To draw a straight line parallel to a given straight line.

(c) To divide a straight line into any number of equal parts or in a given ratio.
The construction of angles of 60°, 45°, 30°.
The construction of triangles and quadrilaterals from sufficient data and the solution of triangles by drawing to scale.

Section 2 :-

(a) The area of a parallelogram is equal to the area of a rectangle on the same base and between the same parallels; and is therefore measured by the product of the measures of its base and its altitude.
Parallelograms on the same or equal bases and of the same altitude are equal in area.
The area of a triangle is equal to one-half of the area of a rectangle on the same base and between the same parallels; and is therefore measured by one-half of the product of the measures of its base and its altitude.
Triangles on the same or equal bases and of the same altitude are equal in area.
Equal triangles on the same or equal bases are of the same altitude.
The square of the hypotenuse of a right-angled triangle is equal to the sum of the squares on the other two sides; and the converse.
Geometrical proofs of the following algebraic identities:-

k (a + b + c) = ka + kb + kc
(a + b)² = a² + 2ab + b²
(a — b)² = a² — 2ab + b²
a² — b² = (a + b) (a — b).

(b) To construct a triangle equal in area to a given quadrilateral.
To construct a rectangle equal in area to a given triangle.

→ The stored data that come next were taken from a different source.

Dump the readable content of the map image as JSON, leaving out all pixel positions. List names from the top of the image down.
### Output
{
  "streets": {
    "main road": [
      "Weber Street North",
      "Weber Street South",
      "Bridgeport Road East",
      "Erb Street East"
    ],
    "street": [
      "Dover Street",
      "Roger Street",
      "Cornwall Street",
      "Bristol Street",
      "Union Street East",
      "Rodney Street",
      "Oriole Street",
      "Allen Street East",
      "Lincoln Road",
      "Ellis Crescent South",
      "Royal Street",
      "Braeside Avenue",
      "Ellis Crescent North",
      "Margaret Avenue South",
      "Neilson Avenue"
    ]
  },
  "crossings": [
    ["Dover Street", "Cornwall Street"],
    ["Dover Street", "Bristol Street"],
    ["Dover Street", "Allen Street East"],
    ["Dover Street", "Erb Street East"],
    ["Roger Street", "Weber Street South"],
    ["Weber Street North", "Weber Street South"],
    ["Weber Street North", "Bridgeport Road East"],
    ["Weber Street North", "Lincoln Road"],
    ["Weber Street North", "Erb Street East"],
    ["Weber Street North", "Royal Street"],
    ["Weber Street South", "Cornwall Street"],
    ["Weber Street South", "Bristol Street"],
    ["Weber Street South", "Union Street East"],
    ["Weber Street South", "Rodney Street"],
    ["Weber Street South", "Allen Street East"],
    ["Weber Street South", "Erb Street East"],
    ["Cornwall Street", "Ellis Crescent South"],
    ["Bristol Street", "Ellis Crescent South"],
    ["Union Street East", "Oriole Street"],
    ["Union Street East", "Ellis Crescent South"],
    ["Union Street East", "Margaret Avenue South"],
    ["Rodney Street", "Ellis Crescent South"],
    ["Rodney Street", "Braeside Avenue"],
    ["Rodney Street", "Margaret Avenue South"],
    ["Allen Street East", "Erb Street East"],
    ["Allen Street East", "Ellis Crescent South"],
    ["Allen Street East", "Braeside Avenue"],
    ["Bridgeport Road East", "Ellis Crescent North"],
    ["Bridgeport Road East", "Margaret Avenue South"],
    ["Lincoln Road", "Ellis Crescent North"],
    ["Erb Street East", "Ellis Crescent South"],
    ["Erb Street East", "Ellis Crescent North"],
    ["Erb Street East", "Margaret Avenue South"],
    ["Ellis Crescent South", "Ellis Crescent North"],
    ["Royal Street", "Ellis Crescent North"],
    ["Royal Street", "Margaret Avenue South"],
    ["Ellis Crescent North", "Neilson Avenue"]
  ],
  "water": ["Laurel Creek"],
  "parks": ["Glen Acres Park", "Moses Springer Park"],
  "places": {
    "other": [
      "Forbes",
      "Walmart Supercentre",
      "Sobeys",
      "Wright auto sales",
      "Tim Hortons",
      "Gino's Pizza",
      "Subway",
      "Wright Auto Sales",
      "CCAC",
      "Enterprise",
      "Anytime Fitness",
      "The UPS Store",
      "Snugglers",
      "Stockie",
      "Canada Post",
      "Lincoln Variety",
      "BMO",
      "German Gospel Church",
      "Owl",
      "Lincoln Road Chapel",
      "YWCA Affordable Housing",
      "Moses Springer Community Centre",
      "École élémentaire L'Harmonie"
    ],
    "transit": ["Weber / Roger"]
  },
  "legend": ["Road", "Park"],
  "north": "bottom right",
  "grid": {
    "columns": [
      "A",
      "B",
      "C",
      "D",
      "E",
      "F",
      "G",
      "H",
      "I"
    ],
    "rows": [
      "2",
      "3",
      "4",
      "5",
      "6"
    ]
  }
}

(c) The determination by measurement of the areas of plano rectilineal figures.
The experimental proof of the theorem of Pythagoras.

Section 3 :-

(a) The locus of points equidistant from two fixed points is the perpendicular bisector of the line joining the two fixed points.
The locus of points equidistant from two intersecting straight lines consists of the pair of straight lines which bisect the angles between the two given lines.

(b) The construction or plotting of the loci of points subject to simple geometrical conditions.